Between 11 June and 27 June, Shipilov committed four more murders. Two of the victims were middle-aged women, two were young girls. According to his confession made after his arrest, "he was sorry for the young virgins", so he switched to killing only middle-aged women. Then, in August, Shipilov hid again. Between 22 and 24 September, he committed his last murders.

Each of the murders was carefully committed. He picked up women on deserted roads, and since the inside passenger door handle was removed, they had no way to escape from the truck. On the way, he offered the women vodka and when he was refused, he stopped in a deserted place and killed them.

In one of the interviews, Shipilov told reporters that he only killed those victims he considered were prostitutes. He claimed that he always let any woman who refused to drink with him leave. However, later investigations found that he poured the alcohol violently into his victims.

==Arrest, trial and sentencing==
The investigation team set up under the Prosecutor's Office of the Arkhangelsk Oblast, were unsuccessful in their investigation into the disappearing women. Nevertheless, one day they noticed Shipilov's honeywagon pass by a place where one of the victims had disappeared. Investigators learned that a honeywagon from the UG-42/14 Colony often passed by on the same road. Since Shipilov's schedule coincided with the time of the murders, he was detained. Initially, there was no evidence against him, and for a long time, Shiplov did not provide any evidence. Later Shipilov lost his nerve and attempted suicide by cutting his veins. He was saved by doctors and subsequently confessed to committing 12 murders, including the three before his conviction. During his interrogation, he calmly related the details of how he raped and killed his victims. Demonstrating a sharp memory, he described in detail the atrocities and pointed out the burial locations with great accuracy. When asked by the investigators if he had intended to continue killing, he replied that he did and that he had even "figured out different ways of killing his victims". Despite raping each victim, Shipilov denied sexual gratification was his main motive. According to his own words, he was motivated only by the thirst of "crime for the sake of crime".
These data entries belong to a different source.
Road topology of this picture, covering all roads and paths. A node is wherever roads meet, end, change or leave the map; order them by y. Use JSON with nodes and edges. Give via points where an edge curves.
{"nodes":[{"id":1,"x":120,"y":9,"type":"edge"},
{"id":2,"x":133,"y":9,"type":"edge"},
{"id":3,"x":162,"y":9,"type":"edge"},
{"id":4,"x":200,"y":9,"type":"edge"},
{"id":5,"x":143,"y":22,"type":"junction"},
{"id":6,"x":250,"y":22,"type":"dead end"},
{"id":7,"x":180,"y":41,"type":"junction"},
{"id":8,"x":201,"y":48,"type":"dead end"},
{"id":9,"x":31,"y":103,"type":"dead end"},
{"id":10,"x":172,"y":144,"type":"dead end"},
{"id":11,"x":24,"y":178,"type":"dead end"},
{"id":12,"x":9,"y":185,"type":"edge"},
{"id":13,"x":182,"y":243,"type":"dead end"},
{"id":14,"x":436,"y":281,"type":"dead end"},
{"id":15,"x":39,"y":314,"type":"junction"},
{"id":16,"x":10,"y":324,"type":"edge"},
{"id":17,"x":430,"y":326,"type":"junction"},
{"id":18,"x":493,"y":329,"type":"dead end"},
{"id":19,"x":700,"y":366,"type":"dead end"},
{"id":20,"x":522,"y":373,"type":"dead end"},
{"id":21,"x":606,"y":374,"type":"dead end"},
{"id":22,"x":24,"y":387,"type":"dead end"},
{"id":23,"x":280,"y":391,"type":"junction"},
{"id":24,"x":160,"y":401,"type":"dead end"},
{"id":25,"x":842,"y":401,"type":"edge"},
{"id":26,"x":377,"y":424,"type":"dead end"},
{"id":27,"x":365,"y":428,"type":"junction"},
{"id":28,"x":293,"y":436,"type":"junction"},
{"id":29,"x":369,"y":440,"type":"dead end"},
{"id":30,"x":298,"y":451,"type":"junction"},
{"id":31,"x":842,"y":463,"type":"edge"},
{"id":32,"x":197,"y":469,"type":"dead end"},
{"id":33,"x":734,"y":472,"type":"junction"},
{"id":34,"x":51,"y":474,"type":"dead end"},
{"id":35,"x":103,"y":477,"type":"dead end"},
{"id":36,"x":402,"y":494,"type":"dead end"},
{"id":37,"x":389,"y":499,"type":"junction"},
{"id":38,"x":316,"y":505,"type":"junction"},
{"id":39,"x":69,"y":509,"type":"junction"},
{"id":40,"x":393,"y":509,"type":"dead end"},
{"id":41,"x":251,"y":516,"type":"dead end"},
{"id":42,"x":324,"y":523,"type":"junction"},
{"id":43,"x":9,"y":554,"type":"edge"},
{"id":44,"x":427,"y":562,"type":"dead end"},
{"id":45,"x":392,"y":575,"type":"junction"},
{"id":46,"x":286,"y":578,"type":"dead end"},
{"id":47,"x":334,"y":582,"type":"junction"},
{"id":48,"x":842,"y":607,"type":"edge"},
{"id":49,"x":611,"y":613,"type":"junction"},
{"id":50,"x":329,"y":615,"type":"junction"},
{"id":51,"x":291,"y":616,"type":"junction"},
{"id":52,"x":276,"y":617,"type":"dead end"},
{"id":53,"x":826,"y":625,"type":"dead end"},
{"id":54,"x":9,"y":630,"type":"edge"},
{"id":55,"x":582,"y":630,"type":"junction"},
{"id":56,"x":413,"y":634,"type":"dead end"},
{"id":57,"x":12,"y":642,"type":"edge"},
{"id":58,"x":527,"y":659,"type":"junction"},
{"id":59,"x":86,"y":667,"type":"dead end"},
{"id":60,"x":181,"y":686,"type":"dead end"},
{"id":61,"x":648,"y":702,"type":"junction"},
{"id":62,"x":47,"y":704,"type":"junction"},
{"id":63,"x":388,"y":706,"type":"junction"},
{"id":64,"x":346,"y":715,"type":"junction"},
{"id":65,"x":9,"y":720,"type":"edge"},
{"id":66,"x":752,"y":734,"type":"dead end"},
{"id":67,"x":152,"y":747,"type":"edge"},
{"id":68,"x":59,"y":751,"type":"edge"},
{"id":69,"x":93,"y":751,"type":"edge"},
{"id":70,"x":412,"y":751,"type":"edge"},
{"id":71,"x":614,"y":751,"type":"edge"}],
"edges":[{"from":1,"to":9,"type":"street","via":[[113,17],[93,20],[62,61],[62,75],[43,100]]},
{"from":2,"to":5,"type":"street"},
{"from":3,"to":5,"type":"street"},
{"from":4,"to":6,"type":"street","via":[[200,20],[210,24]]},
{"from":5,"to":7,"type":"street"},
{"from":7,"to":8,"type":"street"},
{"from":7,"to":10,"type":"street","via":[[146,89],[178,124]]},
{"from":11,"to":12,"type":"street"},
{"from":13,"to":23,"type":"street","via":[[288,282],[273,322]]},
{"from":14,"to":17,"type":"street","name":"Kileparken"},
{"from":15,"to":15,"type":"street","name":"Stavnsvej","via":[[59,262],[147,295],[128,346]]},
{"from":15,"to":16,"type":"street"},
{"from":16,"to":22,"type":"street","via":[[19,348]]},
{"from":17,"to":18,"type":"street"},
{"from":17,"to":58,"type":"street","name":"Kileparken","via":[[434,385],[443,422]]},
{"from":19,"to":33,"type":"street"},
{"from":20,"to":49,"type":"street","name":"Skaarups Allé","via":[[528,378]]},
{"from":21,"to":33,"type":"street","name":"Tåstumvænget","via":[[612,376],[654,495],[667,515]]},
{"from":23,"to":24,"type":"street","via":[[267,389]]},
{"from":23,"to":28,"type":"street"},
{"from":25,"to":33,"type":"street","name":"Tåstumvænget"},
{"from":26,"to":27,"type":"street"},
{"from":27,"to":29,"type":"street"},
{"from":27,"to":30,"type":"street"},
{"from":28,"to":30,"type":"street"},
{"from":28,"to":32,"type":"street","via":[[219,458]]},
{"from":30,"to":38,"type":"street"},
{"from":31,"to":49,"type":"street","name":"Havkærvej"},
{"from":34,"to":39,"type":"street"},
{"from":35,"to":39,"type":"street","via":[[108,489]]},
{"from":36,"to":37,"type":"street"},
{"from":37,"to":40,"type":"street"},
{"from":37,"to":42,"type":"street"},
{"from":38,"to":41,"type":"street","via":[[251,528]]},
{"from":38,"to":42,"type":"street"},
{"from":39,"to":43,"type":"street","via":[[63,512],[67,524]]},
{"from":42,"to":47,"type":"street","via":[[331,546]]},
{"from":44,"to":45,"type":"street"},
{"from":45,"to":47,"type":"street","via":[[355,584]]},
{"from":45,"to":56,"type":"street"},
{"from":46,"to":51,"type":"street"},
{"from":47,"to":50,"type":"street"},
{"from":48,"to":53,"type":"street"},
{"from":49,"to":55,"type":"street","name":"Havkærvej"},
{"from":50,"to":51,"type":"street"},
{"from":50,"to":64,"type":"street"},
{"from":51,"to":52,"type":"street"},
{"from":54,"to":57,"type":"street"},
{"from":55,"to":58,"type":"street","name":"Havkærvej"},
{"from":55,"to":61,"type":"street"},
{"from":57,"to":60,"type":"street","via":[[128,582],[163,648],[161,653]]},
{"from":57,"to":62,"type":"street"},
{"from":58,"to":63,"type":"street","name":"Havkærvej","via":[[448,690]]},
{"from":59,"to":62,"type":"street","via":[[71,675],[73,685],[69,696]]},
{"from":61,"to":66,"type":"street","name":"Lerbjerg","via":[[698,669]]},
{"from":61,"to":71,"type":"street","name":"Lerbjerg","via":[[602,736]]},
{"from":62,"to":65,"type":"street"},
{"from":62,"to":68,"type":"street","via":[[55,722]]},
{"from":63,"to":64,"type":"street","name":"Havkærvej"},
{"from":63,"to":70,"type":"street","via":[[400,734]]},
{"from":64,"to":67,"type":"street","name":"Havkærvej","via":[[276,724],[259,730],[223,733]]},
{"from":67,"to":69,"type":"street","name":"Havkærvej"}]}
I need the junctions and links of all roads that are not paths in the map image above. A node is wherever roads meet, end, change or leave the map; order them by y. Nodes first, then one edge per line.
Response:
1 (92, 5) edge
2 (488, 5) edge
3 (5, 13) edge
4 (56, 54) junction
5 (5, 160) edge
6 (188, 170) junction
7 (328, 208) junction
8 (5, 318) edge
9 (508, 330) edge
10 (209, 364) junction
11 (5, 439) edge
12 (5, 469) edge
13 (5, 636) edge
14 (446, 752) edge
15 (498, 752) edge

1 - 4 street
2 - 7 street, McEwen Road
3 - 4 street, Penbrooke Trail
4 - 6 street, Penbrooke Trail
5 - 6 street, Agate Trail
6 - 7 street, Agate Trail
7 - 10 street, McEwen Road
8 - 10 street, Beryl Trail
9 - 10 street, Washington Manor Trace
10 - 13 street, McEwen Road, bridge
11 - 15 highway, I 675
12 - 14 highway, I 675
On 25 October 2000, the Arkhangelsk Regional Court convicted Shipilov of 12 murders and nine rapes. He was sentenced to life imprisonment due to the moratorium in Russia on the death penalty. The Supreme Court of Russia upheld the verdict without change, and Shipilov was sent to the Black Dolphin Prison correctional facility in the city of Sol-Iletsk.

==Post-sentencing confessions==
On 25 May 2016, Shipilov confessed to committing several more crimes. He was sent to the Arkhangelsk Central, where he sits in a single solitary cell. He confessed to two additional murders committed in 1995 and 1996, for which he was sentenced to nine-and-a-half years of imprisonment. This punishment was absorbed into his sentence of life imprisonment.

Experts do not rule out that Shipilov, in order not to return to the Black Dolphin, can stay in Arkhangelsk Central for a couple of years and possibly remember any other crimes he committed earlier.

==In the media==
- Criminal Russia. Infernal Barrel (2001).
- Lifetime deprived of liberty Maniacs from the Black Dolphin (2010).
- Invisible battle: Anomalous Zone (2013).